= Lavrion miners strike =

Lavrion miners strike was a strike action in the mines of Lavrion, Greece in 1896, that resulted in violent clashes between the strikers on the one side and the mining company's guards, the police and the army on the other side. Four workers and several guards of the mining company were killed during the fights. The strike ended with a slight increase in the workers' daily wage and with a military force being established permanently to oversee the miners.

==Background==

The mines of Lavrion, having been shut down since antiquity, started operating again during the 1860s, under the authority of a French-Italian mining company named "Roux - Serpieri - Fressynet C.E.". The mining activities brought many workers from other parts of Greece as well as from other countries, mostly from Italy and Spain, to Lavrion. However, the labor conditions of the workers were awful: the miners worked 7 days per week for 12-14 hours per day for a wage of 2.5 drachma, no medical care was provided for them and injured often died on the way to the hospital. Many of the miners lived in caves or self-made huts.

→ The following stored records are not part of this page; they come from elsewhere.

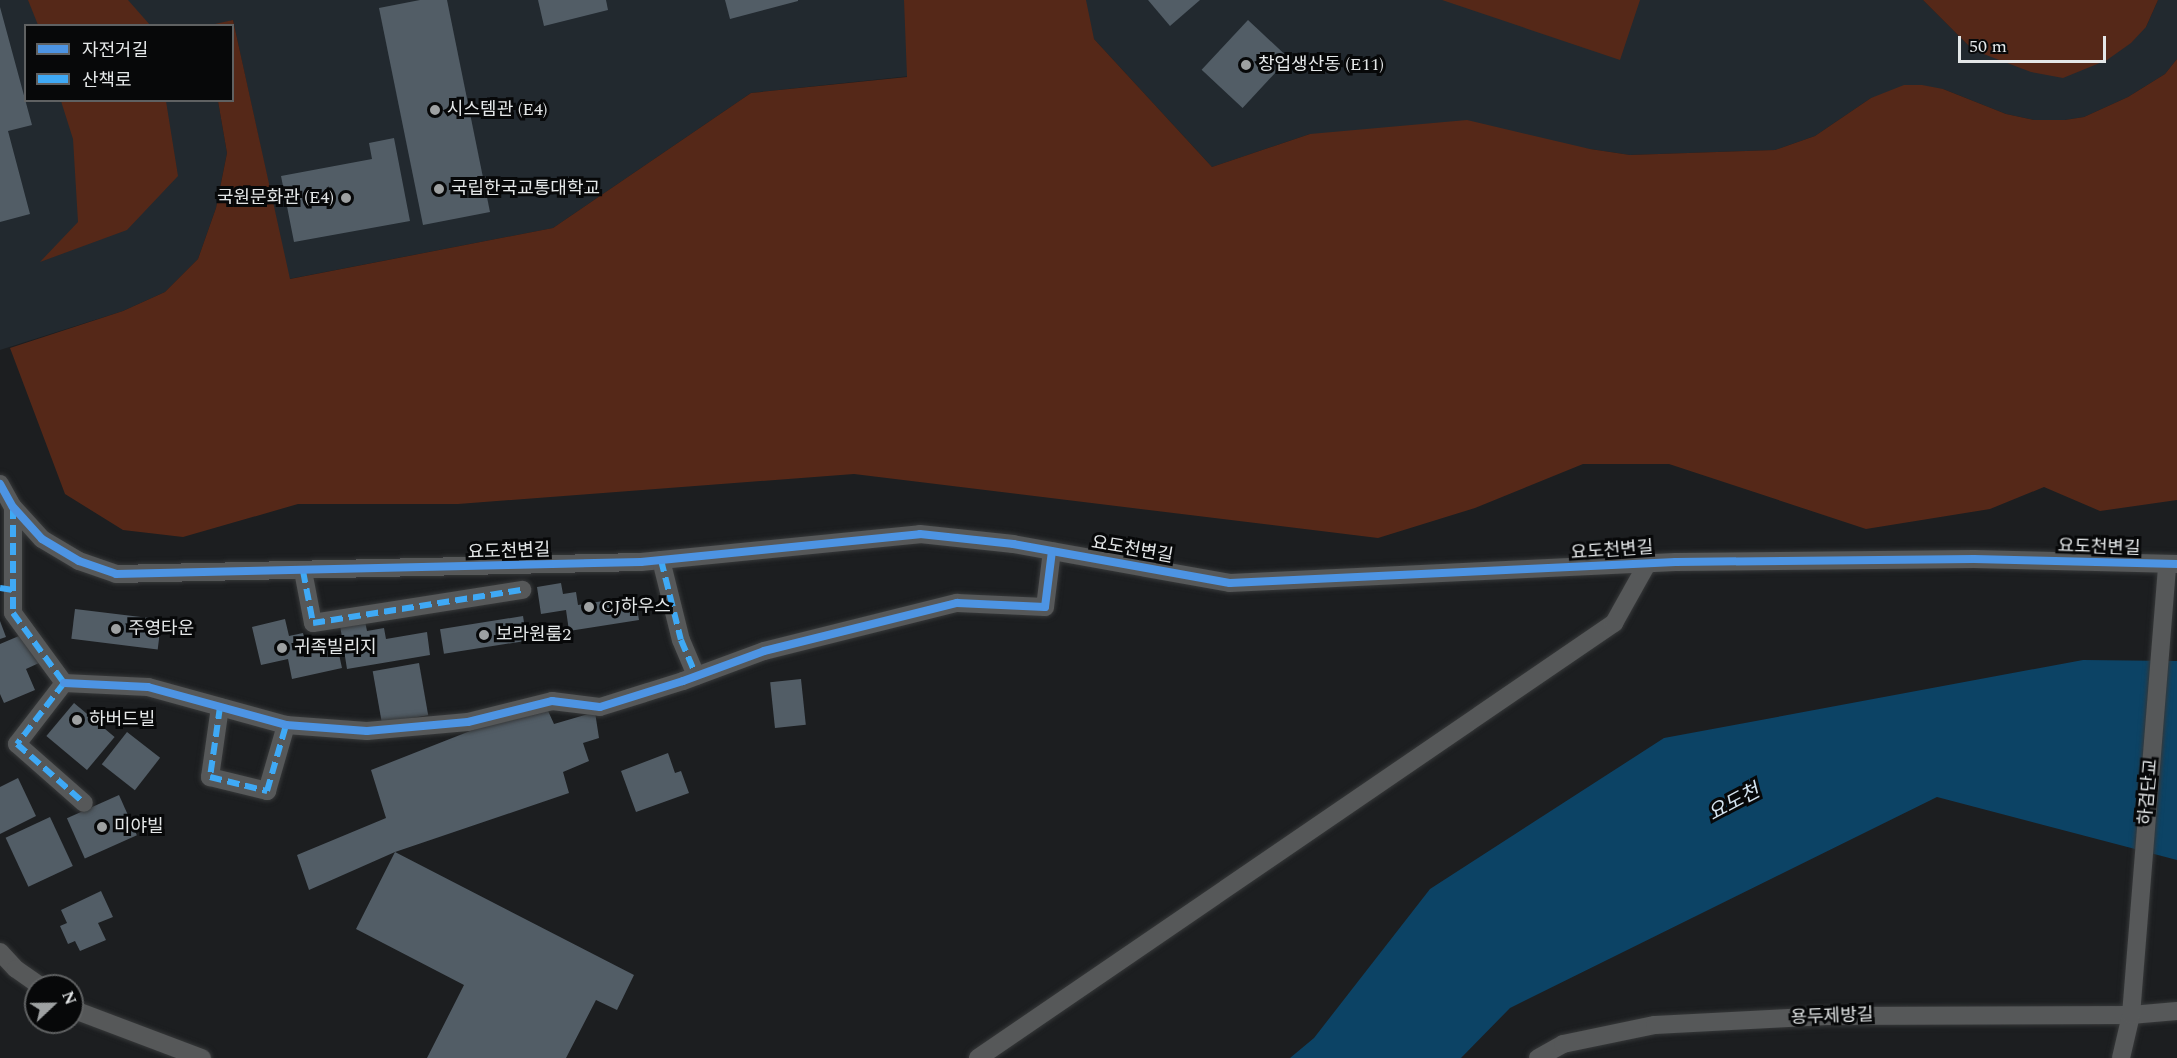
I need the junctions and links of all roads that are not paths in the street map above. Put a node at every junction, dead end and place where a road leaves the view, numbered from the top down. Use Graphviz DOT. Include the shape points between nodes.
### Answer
graph roads {
  1 [pos="0,484"];
  2 [pos="13,507"];
  3 [pos="1052,551"];
  4 [pos="661,560"];
  5 [pos="1647,564"];
  6 [pos="2172,564"];
  7 [pos="303,571"];
  8 [pos="6,589"];
  9 [pos="522,590"];
  10 [pos="696,676"];
  11 [pos="64,682"];
  12 [pos="220,707"];
  13 [pos="286,725"];
  14 [pos="84,803"];
  15 [pos="0,952"];
  16 [pos="24,975"];
  17 [pos="2177,1011"];
  18 [pos="84,1014"];
  19 [pos="2131,1015"];
  20 [pos="202,1058"];
  21 [pos="978,1058"];
  22 [pos="1538,1058"];
  23 [pos="2121,1058"];
  1 -- 2 [label="street, 요도천변길"];
  2 -- 7 [label="street, 요도천변길" via="42,538 79,561 116,574"];
  2 -- 8 [label="street, 요도천변길"];
  3 -- 4 [label="street, 요도천변길" via="920,534"];
  3 -- 5 [label="street, 요도천변길" via="1230,584"];
  3 -- 10 [label="street" via="1045,607 957,603 764,651"];
  4 -- 7 [label="street, 요도천변길"];
  4 -- 10 [label="street" via="681,640"];
  5 -- 6 [label="street, 요도천변길" via="1974,560"];
  5 -- 21 [label="street, 요도천변길" via="1614,623"];
  6 -- 19 [label="street, 하검단교" via="2164,616"];
  7 -- 9 [label="street" via="313,622"];
  8 -- 11 [label="street, 요도천변길" via="13,612"];
  10 -- 13 [label="street" via="600,707 552,701 468,722 367,731"];
  11 -- 12 [label="street" via="148,687"];
  11 -- 14 [label="street" via="17,744"];
  12 -- 13 [label="street"];
  12 -- 13 [label="street" via="210,777 267,791"];
  15 -- 16 [label="street"];
  17 -- 19 [label="street, 용두제방길"];
  18 -- 20 [label="street"];
  19 -- 22 [label="street, 용두제방길" via="1827,1016 1655,1025 1563,1044"];
  19 -- 23 [label="street, 하검단교"];
}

As a result, the mines were a theater of many labor conflicts with numerous strikes taking place. The most notable of these were in 1880, 1882–1883, 1887, 1891 and 1895, and some were bloodily suppressed. The mobilizations were mainly influenced by the anarcho-syndicalist and socialist ideas of politicized foreign workers.

==The strike==

On April 7, 1896, the miners (1800 in number) climbed up from the galleries of the mines, sealed all exits and declared a strike. Their demands were increases in their wage, medical care, creation of a hospital nearby, abolition of the contractors who kept part of the workers' wage, housing for all workers and the establishment of Sunday as a holiday. The strikers were peaceful and approached the company's offices to negotiate with the management, but they were shot at by the company's guards to which the strikers responded by throwing rocks. Two miners were killed by the guards' fire in the ensuing fight. The workers, at the sight of their dead companions, attacked the company's office with dynamite killing all the guards that were inside, but one. The director of the mines, Giovanni Serpieri, run away disguised as a priest.

In the following days the government sent police forces against the miners, who nevertheless continued their strike. Seeing the strikers refusing to back down caused the government to send a military force accompanied by a war ship. A new round of clashes started in which two more workers fell and another one died later of his injuries. Fifteen more were arrested, with warrants having been issued for more, who had managed to flee. Following the repression, the strike ended on 21st of April.

==Aftermath==

The strikers managed only a slight increase in their wages from 2.5 to 3.5 drachma and the mining activities continued under the supervision of a military unit that settled permanently near the mines.

==Legacy==

In 1982 a short series of 13 episodes named "Λαυρεωτικά: η μεγάλη απεργία" (Lavreotika: the great strike) aired in the Greek television. The series described both the events of the strike and the legal dispute (and ensuing economic scandal) of 1860s-1870s, known as Lavreotika.